Multiple "sed" actions on previous results - bash

Have this input:
bar foo
foo ABC/DEF
BAR ABC
ABC foo DEF
foo bar
on the above I need do 4 (sequential) actions:
select only lines containing "foo" (lowercase)
on the selected lines, remove everything but UPPERCASE letters
delete empty lines (if some is created by the previous action)
and on the remaining from the above - enclose every char with [x]
I'm able to solve the above, but need two sed invocations piped together.
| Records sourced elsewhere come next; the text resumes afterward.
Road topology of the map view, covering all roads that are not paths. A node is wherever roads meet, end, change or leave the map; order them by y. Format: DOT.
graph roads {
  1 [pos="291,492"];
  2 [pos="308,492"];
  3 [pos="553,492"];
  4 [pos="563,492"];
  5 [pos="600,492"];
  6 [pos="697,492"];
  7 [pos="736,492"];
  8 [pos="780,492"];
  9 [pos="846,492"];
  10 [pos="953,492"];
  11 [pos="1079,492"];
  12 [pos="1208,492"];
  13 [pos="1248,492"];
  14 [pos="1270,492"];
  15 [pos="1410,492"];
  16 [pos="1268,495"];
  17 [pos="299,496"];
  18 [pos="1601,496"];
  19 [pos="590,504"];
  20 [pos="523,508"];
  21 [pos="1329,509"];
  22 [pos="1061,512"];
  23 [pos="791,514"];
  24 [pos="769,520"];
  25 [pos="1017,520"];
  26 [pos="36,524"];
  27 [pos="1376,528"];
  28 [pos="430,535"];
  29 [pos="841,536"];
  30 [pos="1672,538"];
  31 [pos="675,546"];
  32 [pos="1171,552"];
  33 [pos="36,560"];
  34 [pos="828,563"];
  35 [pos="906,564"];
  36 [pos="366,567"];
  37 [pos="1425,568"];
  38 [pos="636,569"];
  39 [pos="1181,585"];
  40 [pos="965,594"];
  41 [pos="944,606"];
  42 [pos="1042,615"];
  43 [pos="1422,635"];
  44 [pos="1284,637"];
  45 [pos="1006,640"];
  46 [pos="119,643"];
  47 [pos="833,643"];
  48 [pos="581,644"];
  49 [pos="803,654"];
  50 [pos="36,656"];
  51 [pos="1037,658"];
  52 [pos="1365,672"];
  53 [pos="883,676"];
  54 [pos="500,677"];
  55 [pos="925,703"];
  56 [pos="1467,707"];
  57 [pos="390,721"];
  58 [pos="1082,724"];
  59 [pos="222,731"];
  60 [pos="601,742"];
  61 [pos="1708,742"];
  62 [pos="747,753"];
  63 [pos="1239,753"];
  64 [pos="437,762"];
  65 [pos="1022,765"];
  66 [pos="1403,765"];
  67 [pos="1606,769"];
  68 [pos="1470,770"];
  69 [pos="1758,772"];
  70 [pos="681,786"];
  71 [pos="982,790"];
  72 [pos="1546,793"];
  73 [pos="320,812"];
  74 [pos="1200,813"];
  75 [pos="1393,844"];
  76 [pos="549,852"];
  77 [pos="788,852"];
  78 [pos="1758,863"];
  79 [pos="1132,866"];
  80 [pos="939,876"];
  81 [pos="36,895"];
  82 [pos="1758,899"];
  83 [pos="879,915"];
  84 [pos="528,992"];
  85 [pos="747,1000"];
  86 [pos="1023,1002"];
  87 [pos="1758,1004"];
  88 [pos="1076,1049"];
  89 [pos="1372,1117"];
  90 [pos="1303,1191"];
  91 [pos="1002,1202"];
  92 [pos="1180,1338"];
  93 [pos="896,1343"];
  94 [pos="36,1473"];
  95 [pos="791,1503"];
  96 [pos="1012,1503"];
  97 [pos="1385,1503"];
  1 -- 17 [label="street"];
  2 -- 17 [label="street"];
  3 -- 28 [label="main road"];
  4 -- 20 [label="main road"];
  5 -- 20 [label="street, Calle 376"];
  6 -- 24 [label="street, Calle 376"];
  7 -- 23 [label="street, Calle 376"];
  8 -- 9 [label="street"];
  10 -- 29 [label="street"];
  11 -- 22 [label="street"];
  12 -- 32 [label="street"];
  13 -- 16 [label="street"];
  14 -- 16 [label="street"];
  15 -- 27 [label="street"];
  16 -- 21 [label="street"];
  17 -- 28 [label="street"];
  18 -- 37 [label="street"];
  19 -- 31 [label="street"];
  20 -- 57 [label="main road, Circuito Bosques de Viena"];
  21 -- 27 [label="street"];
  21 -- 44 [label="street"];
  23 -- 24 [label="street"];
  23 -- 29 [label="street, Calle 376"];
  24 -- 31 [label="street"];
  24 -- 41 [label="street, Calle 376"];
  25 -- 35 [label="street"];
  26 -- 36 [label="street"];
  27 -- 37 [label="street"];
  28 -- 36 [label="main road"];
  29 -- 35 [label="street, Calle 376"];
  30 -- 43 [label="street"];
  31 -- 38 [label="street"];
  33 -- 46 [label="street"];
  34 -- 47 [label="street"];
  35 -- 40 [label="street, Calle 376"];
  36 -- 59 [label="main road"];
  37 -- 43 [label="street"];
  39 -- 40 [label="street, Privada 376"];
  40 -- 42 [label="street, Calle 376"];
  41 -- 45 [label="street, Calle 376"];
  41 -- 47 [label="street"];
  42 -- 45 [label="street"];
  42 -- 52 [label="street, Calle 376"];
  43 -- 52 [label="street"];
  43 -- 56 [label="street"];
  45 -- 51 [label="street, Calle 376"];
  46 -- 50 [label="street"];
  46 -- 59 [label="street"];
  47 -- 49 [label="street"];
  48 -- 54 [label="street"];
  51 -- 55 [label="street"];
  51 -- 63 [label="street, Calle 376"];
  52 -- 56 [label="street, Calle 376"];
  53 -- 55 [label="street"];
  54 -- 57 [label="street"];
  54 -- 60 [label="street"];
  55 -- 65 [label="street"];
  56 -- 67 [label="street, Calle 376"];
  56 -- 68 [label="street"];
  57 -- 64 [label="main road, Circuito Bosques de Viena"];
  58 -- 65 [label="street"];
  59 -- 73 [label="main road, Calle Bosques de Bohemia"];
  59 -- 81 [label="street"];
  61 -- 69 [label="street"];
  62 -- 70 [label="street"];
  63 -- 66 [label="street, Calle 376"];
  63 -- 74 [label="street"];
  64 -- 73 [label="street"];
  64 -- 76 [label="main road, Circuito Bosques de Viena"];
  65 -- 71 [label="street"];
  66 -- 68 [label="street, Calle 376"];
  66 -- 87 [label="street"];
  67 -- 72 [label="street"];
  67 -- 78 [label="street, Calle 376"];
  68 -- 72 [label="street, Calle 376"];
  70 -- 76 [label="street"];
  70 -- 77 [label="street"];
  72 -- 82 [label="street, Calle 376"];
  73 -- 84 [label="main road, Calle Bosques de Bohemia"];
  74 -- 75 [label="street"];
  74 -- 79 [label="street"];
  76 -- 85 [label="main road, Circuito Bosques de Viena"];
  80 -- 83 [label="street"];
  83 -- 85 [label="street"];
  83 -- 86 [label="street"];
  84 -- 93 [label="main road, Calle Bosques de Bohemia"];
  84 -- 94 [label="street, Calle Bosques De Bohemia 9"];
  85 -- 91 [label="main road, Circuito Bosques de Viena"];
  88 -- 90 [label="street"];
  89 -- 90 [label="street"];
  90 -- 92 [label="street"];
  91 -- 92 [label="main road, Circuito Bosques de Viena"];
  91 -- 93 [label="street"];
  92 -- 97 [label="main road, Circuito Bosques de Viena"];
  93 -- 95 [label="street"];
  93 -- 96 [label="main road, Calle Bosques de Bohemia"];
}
Script:
#!/bin/bash
data() {
cat <<EOF
bar foo
foo ABC/DEF
BAR ABC
ABC foo DEF
foo bar
EOF
}
echo "Result OK"
data | sed -n '/foo/s/[^A-Z]//gp' | sed '/^\s*$/d;s/./[&]/g'
# in the above it is solved using 2 sed invocations
# trying to solve it using only one invocation,
# but the following doesn't do what i need.. :( :(
echo "Variant 2 - trying to use only ONE invocation of sed"
data | sed -n '/foo/s/[^A-Z]//g;/^\s*$/d;s/./[&]/gp'
output from the above:
Result OK
[A][B][C][D][E][F]
[A][B][C][D][E][F]
Variant 2 - trying to use only ONE invocation of sed
[A][B][C][D][E][F]
[B][A][R][ ][A][B][C]
[A][B][C][D][E][F]
The variant 2 should be also only
[A][B][C][D][E][F]
[A][B][C][D][E][F]
It is possible to solve the above using only by one sed invocation?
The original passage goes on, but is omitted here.